Extracted data:
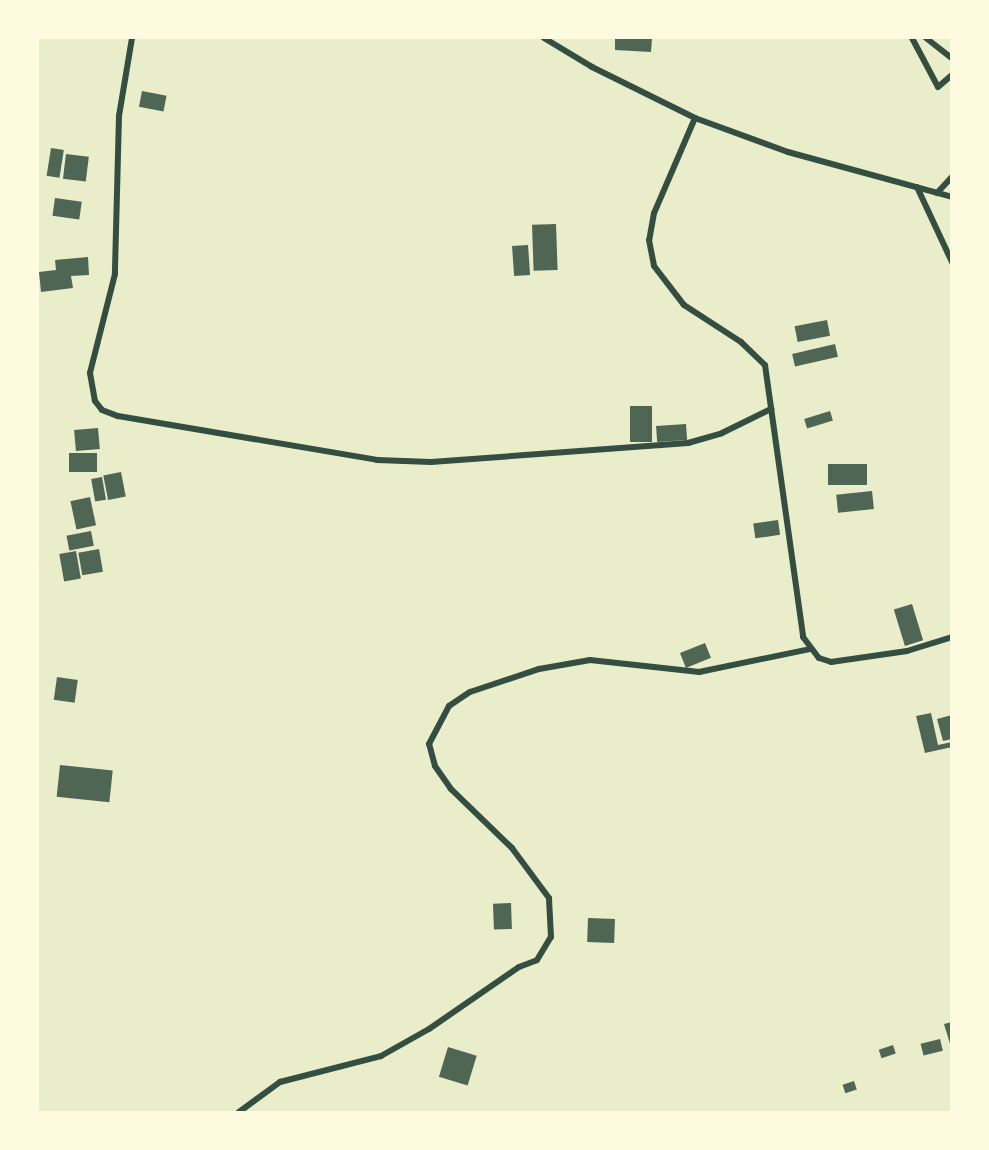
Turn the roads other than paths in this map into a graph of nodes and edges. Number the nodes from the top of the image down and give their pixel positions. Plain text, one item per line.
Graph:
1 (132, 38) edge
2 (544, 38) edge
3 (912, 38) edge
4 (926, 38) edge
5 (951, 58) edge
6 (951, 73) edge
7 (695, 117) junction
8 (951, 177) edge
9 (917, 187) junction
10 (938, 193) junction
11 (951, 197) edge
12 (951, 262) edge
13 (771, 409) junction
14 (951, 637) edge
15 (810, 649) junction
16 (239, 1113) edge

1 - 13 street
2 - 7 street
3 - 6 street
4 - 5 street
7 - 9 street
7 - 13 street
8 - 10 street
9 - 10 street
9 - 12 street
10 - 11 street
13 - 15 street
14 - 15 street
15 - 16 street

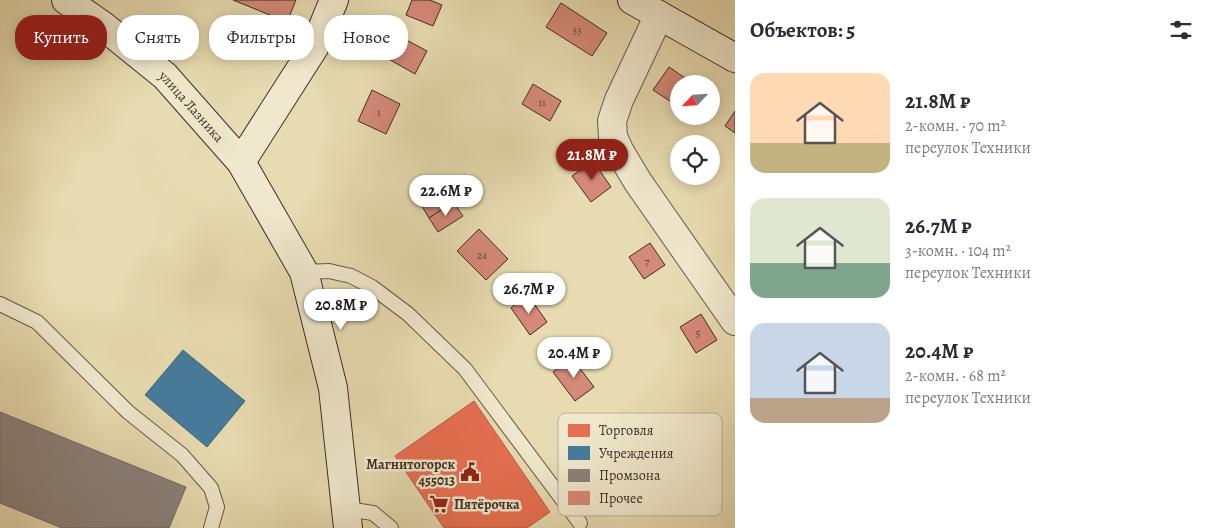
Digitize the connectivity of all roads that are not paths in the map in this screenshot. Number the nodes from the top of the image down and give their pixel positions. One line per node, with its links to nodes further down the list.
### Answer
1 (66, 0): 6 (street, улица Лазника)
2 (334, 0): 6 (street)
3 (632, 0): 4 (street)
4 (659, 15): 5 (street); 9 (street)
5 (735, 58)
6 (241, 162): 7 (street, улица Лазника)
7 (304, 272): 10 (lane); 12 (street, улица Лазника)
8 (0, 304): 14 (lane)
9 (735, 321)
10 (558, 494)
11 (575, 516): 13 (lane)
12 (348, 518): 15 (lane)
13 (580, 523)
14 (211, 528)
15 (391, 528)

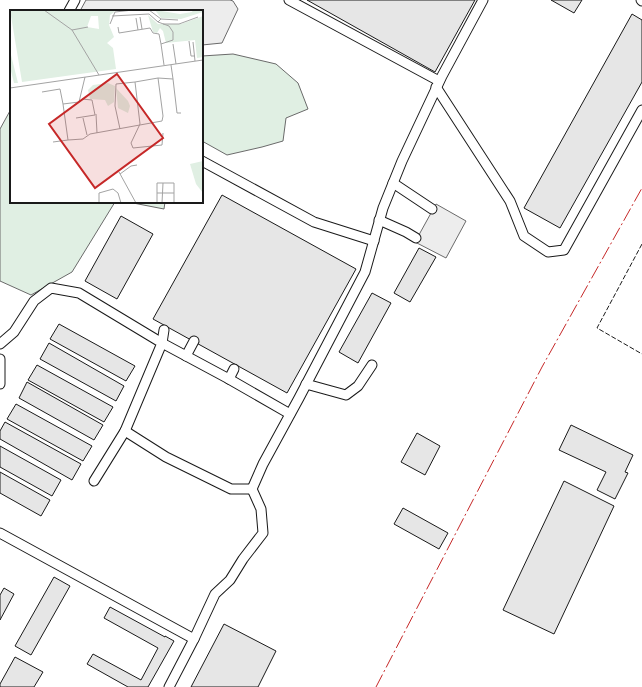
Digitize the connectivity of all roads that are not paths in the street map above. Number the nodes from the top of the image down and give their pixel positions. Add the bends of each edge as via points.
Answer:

What to do: Reproduce the listing above exactly from the line containing "as via points." through its last line, with both of those lines included.

Result for this exercise:
Digitize the connectivity of all roads that are not paths in the street map above. Number the nodes from the top of the image down and give their pixel positions. Add the bends of each edge as via points.
Answer:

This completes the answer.